Removal is underway because the authorities are afraid that radioactive water
will seep
into and pollute the river.
The waste will be dug up and taken by car and train 25 miles into the desert,
where they have isolated a deep hole, so nothing can escape, and here the
waste will be kept.
On the way back we took a few pictures of both the area and a warning sign on the
fence around it.
About 6 miles along Ut 279 there is an area where you can see fossilized
dinosaur tracks, and also some petroglyphs, and here we
stopped and climbed up the cliff to the dinosaur tracks.

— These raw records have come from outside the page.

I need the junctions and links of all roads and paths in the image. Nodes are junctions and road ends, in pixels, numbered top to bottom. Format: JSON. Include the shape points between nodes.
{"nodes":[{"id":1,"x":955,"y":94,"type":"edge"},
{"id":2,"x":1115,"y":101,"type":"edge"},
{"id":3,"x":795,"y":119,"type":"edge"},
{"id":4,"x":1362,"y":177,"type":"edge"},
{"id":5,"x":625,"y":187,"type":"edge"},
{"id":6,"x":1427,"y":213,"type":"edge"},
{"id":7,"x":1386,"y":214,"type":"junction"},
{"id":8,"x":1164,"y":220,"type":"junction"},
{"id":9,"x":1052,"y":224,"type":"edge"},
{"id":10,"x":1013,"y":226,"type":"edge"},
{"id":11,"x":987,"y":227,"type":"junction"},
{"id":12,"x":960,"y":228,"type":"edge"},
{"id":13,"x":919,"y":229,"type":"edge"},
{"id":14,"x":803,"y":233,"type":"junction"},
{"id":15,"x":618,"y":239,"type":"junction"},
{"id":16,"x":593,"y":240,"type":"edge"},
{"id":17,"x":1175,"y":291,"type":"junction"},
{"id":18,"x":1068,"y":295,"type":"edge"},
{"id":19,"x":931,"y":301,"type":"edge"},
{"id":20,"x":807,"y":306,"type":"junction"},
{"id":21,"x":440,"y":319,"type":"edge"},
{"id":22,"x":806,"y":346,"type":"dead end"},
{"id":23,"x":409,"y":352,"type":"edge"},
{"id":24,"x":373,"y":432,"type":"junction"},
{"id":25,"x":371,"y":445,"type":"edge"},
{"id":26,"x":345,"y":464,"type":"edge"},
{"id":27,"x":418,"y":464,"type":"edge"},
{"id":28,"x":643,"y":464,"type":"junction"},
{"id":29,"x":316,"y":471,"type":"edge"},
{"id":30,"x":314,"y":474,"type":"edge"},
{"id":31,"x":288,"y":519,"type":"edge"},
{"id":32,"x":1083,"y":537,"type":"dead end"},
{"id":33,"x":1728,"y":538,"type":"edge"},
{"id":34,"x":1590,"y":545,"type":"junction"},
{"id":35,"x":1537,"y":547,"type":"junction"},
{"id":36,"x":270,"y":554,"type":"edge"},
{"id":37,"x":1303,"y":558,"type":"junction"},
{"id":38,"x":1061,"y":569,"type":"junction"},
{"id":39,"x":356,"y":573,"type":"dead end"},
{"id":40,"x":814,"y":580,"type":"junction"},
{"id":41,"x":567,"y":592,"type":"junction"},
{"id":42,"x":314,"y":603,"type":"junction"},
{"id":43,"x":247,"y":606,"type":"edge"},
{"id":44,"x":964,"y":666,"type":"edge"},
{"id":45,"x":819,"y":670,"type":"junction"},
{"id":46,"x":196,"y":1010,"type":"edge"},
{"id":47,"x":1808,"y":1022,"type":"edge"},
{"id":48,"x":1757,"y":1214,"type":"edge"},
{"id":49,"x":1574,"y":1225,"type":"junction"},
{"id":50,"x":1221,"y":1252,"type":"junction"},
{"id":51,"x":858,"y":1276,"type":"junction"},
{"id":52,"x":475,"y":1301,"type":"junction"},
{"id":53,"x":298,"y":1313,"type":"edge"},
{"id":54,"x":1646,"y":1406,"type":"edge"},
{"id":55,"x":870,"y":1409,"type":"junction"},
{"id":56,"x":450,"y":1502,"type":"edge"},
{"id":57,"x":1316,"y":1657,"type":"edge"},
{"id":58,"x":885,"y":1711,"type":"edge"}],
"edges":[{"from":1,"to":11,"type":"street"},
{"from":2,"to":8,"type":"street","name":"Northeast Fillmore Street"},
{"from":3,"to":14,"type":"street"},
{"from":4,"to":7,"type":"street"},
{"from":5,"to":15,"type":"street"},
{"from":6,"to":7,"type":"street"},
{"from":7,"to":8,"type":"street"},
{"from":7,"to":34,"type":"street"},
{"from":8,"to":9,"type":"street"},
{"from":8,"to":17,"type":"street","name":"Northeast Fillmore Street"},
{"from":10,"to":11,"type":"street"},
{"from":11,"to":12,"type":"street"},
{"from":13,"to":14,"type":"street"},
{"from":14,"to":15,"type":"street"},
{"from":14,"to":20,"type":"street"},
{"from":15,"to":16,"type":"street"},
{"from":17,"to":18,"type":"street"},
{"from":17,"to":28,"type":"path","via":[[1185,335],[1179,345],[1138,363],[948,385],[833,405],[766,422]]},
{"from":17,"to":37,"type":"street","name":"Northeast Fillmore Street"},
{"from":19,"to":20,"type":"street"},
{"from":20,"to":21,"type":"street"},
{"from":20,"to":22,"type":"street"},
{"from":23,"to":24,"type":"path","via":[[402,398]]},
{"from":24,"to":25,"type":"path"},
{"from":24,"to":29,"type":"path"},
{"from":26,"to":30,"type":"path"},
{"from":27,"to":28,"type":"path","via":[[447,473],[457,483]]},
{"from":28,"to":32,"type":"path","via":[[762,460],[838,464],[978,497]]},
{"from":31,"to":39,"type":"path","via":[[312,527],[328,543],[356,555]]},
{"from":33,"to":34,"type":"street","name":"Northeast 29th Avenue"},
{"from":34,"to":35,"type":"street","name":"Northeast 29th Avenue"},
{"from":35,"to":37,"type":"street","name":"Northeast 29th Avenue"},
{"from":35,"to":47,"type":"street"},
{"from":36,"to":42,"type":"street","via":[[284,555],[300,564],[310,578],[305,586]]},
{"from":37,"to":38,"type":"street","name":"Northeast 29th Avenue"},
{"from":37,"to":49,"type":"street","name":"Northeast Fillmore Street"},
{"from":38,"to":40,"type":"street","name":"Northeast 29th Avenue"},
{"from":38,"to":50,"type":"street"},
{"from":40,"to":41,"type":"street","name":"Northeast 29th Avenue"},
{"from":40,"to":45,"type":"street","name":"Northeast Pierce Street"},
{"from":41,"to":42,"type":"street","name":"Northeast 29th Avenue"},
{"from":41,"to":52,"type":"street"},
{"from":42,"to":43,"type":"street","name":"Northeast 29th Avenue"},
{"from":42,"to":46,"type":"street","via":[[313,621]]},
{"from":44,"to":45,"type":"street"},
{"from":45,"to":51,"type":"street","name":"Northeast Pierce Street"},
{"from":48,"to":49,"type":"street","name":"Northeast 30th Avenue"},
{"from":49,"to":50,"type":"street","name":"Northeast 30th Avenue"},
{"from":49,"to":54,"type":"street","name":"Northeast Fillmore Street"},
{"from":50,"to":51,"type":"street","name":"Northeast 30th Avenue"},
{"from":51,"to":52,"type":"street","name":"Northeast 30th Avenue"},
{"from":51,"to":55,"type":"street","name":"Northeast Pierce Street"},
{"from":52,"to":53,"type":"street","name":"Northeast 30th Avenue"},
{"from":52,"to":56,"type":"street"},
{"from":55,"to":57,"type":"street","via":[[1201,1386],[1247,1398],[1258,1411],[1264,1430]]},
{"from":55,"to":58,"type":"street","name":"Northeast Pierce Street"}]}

You don't have to climb far, but the temperature was around 105, so we both got
a little swat.
After having seen and duly photographed
the footprints we continued about 17 miles further down the road. Here in
the mountains
is a factory producing potash.
The factory was OK but what I really would have liked, was to see the potash
evaporation ponds which has a nice blue color, but they were in the hills
above the factory itself, and we were not sure that our car could manage the
dirt road up there. Later I found out, that it would have been all right,
but at that time it was to late. The above picture I have therefore borrowed from
Wikipedia. If you have a
high clearance vehicle
you can continue on the road as a wheel track across slick rock cliffs and through
narrow gorges, round serpentine loops and you can actually go on, right up to Dead Horse Point and
Route 313,
but the route is not well kept.
We turned around and headed back to the hotel where we arrived at
3 pm.
After visiting their winery and tasted some of the products, we went back to the
room.
Here we found Tina, who had come home from the ride around noon and had
been spending two - three hours by the pool.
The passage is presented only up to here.